We all remember Mythbusters, right?
One of the things that exacerbates the difficulty of effective science communication is when you cannot know, let alone choose, who your audience is. Deprived of the ability to work backwards from what the intended recipient already knows and believes, you have to make tough choices about how to articulate your ideas.
When the Internet Engineering Task Force publishes an RFC, their bar is community rough consensus. RFCs are, inherently, the result of a design-by-committee writing process; usually intended for engineers to read. Especially with cryptography, they err on the side of technical specification rather than introductory blog post.
When someone misinterprets an IETF RFC, it can have devastating security implications. So, in recent years, RFC authors have demonstrated a tendency to err on the side of overcommunicating security risks. However, this is a delicate balance to strike: If you go too far, you risk confusing or scaring the reader. This is especially risky since RFCs are often read by non-engineers, making the specter of science communication difficulty continue to haunt us.
With all that in mind, several people have asked me in recent weeks for my thoughts on a blog post published earlier this month titled, MLS: The Naked King of End-to-End Encryption.
So let’s get into that.
What is MLS, anyway?
MLS (Messaging Layer Security, RFC 9420) is a protocol for establishing a shared key for a group of users and maintaining it as users join, leave, or rotate their own private credentials. The relevant concept here is called Continuous Group Key Agreement.
MLS is not a complete end-to-end encryption software protocol, in the way that TLS (Transport Layer Security) owns virtually the entire communication stack for communicating over networks. (You’re using TLS right now, and whenever you access a website over HTTPS.)
MLS is a building block; a well-designed tool whose designers made specific trade-offs in order to satisfy their understanding of the threat model for group private messaging.
In the hands of practical engineers and architects, MLS is an excellent starting point for building a complete end-to-end encryption system.
MLS is currently being considered by the W3C for end-to-end encryption for the Fediverse. My own initiative, which was not tethered to any standards organization, was also likely to settle on MLS.
Contextualizing MLS
MLS is very limited in its scope.
It’s chiefly a group key agreement protocol built atop a binary tree of key encapsulation mechanisms, with some other features thoughtfully attached to make it easy to securely integrate into messaging software.

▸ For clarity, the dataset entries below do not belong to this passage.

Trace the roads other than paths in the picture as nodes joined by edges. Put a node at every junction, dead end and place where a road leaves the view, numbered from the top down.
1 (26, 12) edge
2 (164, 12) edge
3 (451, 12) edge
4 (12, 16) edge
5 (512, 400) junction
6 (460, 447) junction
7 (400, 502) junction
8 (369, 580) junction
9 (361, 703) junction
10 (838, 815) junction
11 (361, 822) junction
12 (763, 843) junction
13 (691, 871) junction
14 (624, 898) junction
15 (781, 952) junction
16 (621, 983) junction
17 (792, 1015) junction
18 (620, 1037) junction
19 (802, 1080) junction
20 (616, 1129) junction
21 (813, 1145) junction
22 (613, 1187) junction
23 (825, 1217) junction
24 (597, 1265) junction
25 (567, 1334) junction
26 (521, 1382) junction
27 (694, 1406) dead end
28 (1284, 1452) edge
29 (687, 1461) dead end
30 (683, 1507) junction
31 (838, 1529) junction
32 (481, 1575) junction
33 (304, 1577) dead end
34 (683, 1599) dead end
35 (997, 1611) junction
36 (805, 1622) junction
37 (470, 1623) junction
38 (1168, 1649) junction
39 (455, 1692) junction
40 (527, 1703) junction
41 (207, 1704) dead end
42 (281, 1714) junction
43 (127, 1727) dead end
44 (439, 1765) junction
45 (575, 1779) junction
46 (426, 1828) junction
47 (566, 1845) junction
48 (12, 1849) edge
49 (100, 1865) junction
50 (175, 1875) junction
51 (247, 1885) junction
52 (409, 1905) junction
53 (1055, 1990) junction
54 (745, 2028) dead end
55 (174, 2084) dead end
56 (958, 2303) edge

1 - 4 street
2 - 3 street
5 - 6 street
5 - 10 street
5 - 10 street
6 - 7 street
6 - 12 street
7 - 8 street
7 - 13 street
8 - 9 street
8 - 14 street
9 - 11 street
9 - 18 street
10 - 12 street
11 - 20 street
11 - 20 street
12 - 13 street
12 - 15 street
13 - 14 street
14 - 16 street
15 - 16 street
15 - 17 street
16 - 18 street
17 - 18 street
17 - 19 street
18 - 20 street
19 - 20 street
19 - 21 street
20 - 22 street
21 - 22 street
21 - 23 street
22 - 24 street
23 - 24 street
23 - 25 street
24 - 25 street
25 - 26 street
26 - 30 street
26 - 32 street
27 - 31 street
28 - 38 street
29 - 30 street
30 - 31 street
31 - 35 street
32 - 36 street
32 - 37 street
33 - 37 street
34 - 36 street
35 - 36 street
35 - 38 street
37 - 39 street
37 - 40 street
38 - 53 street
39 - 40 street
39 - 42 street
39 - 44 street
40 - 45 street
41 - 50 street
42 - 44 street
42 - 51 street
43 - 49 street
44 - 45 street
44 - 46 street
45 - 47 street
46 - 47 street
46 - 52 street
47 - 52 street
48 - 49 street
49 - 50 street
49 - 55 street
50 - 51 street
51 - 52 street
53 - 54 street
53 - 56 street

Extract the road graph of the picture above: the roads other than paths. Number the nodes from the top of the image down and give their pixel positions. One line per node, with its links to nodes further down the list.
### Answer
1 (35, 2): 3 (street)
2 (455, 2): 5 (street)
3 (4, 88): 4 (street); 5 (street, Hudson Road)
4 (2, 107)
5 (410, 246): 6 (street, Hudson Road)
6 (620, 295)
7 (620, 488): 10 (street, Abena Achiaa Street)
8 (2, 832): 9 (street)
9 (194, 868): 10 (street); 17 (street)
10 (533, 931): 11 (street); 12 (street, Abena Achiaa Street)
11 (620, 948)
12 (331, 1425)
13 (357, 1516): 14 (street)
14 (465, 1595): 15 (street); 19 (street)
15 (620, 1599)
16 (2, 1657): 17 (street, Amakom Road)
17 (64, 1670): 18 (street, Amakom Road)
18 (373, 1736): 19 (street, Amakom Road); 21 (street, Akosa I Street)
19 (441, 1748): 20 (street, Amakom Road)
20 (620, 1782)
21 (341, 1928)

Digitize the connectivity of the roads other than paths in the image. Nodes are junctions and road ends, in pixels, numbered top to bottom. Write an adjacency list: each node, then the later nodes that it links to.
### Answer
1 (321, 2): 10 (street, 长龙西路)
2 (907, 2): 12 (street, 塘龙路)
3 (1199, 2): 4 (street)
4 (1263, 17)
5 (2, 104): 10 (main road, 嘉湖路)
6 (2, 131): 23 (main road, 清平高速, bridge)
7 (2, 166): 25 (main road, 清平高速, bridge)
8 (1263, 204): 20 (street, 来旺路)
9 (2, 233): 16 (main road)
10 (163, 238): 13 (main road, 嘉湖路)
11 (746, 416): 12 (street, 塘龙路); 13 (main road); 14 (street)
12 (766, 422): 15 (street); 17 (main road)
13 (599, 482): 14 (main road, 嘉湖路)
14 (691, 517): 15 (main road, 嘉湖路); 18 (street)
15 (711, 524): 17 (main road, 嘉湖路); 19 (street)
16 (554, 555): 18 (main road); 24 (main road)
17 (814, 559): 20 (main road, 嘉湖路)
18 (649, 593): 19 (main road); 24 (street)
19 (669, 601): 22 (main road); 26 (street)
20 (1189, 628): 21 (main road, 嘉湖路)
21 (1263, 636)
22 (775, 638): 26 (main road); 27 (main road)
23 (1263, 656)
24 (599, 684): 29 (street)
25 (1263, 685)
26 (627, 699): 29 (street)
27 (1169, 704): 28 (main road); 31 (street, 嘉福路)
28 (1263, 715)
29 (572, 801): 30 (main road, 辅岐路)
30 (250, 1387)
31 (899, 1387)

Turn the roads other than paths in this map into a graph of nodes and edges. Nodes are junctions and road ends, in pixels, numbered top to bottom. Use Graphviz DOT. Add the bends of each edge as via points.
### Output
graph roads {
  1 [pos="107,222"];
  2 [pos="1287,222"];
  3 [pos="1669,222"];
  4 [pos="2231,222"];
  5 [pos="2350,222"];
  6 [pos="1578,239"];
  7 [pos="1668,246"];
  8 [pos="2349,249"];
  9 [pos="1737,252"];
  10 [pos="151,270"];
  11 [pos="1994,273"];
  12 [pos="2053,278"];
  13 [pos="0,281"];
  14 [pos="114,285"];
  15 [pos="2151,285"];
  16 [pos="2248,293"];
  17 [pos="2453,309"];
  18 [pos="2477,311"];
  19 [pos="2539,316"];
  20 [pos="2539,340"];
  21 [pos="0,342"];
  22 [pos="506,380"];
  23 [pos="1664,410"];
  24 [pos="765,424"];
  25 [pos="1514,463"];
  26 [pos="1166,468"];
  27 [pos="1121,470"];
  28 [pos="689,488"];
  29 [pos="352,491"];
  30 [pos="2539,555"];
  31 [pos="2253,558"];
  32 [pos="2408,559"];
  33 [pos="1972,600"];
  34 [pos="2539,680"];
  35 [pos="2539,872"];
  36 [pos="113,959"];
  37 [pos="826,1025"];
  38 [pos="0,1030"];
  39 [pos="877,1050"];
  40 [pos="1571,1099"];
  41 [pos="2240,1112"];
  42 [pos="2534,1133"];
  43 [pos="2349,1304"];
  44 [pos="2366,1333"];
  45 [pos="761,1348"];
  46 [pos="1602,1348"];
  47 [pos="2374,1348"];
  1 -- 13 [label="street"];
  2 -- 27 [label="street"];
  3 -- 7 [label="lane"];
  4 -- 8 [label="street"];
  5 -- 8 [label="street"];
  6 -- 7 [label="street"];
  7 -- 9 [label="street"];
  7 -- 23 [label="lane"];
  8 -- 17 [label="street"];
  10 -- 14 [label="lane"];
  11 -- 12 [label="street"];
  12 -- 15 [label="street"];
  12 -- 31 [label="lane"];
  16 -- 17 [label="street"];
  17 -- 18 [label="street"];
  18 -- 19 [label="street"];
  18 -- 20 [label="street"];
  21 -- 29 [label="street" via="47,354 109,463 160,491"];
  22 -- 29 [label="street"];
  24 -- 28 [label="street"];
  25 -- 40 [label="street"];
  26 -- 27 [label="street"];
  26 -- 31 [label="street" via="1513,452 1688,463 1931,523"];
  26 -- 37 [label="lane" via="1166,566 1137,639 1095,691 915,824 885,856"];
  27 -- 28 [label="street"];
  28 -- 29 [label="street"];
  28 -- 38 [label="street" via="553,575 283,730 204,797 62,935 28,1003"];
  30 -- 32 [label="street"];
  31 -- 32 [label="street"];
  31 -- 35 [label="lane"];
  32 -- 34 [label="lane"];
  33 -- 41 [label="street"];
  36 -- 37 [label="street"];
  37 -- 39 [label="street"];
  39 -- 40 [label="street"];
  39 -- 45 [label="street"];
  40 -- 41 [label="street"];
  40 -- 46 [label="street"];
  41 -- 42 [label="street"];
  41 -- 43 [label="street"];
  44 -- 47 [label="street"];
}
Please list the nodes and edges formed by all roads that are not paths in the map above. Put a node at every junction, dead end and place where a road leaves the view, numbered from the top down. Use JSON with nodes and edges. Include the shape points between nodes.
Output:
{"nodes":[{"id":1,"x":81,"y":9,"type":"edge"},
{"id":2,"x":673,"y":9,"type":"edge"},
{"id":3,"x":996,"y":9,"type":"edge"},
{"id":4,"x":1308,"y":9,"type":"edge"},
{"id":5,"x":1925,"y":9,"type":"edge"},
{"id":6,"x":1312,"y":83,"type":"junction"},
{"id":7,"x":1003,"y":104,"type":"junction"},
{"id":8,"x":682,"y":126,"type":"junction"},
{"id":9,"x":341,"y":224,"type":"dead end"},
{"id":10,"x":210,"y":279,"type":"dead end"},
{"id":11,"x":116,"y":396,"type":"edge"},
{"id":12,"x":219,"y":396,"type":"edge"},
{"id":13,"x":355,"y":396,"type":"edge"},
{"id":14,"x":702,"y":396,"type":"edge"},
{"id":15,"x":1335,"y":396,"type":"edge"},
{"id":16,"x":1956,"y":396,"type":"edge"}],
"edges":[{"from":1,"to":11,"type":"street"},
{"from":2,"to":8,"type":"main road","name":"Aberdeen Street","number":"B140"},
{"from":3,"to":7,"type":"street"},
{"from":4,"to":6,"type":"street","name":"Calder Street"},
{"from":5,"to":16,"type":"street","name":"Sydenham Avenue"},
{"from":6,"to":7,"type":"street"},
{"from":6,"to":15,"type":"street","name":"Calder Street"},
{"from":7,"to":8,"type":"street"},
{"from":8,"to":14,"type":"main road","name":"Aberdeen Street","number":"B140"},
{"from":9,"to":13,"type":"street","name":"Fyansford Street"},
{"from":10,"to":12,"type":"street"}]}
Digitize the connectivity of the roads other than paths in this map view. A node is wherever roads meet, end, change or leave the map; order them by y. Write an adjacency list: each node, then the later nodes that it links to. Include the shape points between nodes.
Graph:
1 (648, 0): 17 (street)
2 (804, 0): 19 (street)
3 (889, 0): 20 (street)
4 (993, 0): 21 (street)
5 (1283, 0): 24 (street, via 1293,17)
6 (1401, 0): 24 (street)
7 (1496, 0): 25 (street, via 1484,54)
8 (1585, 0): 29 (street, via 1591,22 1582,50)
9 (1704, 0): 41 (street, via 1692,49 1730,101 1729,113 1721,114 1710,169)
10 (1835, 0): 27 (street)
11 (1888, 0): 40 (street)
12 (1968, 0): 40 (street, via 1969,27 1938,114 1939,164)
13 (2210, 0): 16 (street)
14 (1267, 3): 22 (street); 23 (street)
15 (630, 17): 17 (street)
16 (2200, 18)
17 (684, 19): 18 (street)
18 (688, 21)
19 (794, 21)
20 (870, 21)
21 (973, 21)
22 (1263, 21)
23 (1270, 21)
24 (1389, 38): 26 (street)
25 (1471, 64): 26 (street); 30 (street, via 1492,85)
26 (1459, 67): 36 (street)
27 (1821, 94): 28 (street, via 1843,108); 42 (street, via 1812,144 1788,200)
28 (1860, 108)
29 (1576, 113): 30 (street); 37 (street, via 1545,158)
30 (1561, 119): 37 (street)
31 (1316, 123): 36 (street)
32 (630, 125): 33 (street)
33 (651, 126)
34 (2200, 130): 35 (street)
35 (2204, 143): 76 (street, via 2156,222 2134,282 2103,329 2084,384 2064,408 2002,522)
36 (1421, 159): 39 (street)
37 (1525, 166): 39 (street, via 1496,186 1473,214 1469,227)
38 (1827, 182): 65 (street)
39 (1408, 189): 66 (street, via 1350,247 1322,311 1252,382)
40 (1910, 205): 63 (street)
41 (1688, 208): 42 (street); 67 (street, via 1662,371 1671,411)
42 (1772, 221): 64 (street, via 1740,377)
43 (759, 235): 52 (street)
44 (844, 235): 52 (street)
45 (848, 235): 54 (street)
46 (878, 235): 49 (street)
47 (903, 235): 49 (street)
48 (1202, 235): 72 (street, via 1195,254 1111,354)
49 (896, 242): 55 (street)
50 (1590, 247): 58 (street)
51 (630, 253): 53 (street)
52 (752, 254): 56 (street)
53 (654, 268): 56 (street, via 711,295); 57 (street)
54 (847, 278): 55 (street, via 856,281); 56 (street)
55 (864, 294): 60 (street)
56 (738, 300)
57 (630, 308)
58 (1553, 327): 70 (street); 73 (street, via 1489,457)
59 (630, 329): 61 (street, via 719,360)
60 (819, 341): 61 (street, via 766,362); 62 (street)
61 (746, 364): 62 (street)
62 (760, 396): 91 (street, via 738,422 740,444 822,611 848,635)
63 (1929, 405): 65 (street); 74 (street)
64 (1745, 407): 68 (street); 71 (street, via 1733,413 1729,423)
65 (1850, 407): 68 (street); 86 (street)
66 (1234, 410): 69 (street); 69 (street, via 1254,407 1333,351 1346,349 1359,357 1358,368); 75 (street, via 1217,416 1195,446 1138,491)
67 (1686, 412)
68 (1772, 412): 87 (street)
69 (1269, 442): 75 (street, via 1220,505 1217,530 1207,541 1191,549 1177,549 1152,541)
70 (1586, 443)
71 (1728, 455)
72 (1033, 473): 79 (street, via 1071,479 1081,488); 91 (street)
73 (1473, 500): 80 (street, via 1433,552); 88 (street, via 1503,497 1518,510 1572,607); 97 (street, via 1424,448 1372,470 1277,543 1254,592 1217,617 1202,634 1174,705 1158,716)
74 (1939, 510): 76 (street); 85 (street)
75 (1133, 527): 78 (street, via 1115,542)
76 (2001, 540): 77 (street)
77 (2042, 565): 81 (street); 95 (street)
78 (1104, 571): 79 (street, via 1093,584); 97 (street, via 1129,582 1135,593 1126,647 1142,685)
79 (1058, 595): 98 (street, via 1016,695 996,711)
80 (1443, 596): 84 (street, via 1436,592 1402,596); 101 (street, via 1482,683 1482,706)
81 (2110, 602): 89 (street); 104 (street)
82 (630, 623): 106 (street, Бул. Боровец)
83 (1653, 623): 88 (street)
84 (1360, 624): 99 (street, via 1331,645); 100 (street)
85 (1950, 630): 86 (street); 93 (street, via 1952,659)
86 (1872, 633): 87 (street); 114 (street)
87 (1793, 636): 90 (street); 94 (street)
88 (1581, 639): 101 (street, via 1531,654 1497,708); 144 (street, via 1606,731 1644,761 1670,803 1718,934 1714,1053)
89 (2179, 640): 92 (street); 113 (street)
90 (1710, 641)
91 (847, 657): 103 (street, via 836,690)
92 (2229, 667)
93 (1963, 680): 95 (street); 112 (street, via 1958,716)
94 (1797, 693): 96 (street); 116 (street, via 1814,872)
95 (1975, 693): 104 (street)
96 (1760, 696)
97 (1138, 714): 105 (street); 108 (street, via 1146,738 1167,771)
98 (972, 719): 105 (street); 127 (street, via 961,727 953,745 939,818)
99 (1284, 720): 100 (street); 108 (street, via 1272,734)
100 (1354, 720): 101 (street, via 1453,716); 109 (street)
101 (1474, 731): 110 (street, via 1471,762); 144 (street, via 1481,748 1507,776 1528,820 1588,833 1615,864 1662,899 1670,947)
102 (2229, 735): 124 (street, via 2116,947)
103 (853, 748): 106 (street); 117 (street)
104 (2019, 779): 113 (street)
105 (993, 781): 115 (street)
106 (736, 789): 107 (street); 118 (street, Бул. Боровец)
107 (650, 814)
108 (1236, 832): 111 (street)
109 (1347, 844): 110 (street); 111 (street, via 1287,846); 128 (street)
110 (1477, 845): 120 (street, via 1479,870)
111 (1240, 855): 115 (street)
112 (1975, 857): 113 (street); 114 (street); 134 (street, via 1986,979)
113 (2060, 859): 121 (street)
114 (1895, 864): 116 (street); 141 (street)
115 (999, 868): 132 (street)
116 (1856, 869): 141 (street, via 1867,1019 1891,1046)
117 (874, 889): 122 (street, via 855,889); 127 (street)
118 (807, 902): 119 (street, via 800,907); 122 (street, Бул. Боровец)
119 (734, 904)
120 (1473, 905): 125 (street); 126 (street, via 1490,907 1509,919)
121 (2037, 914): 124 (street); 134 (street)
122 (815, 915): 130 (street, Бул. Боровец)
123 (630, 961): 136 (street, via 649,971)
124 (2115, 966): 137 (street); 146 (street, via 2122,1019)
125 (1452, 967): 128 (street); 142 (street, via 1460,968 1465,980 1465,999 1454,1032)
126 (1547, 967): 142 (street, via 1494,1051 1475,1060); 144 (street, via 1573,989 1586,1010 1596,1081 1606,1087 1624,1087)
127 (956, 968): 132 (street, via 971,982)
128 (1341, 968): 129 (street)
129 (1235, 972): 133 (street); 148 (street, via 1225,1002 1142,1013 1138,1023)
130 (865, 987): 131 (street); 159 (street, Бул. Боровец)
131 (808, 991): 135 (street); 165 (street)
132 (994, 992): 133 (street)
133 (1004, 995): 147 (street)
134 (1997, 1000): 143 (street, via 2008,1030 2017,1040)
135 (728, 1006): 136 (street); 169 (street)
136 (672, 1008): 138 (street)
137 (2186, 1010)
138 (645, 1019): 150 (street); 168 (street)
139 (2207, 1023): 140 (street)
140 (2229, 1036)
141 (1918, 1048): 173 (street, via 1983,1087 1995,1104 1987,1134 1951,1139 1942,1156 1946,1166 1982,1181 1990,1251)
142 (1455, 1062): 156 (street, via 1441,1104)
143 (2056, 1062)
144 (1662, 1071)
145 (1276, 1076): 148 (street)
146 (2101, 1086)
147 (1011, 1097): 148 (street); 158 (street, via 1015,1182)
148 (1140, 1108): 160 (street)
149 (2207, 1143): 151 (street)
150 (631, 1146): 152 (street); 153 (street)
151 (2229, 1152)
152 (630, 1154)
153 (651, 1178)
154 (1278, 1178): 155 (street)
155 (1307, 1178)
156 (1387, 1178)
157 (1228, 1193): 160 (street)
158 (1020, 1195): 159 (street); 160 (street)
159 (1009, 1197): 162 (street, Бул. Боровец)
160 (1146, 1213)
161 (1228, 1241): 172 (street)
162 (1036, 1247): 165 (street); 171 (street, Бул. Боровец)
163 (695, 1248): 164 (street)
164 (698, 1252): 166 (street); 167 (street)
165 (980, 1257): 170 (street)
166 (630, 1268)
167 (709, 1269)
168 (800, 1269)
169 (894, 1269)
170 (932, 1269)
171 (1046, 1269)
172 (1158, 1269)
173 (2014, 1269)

MLS doesn’t boil the ocean on what you actually use those keys for. Why would it? That’s not MLS’s job to figure out.
MLS excludes a lot of other things from its scope, because it really wouldn’t make architectural sense for MLS to cover them.
You can deploy MLS in a closed-source, centralized, enshittified, corporate messaging app, without needing to change any of the cryptographic properties.
You can also deploy MLS in an open source, federated protocol with multiple independent clients. Once again, the cryptography used by MLS doesn’t need to change.
But these are two very different types of applications, with different concepts of what a user’s “identity” even is, vastly different trust and threat models, and vastly different networking topologies.
Okay, what gives?
In order to integrate MLS in your software, you need to decide on two “Services” (from a loose architectural sense).
- The Delivery Service is responsible for yeeting ciphertext from one party to another. It isn’t responsible for much else.
It’s important that the Delivery Service provides availability for the entire network.
- The Authentication Service is responsible for vending identity keys and proofs of possession to the clients.
MLS doesn’t delve into the Authentication Service in great detail, because this is very specific to where MLS is being deployed.
Some deployments may want a private Certificate Authority with some attestations bound to a FIDO key or even government-issued ID. More open and anonymous systems may benefit from Key Transparency. The MLS RFC even calls out CONIKS.
Ultimately, what the Authentication Service actually means or looks like is an architectural decision that you have to make when you deploy MLS in your application. MLS doesn’t make the decision for you.
Why are you telling me all this?
This is important context to know up front before we dive into the claims made by Poberezkin’s blog post.
Claims Made By Evgeny Poberezkin
Poberezkin’s blog post starts off strong, but then makes a sharp turn shortly after introducing the subject matter.
Does MLS Work for End-to-End Encryption?
TL;DR: Yes, if you accept “Trust Me Bro” security model.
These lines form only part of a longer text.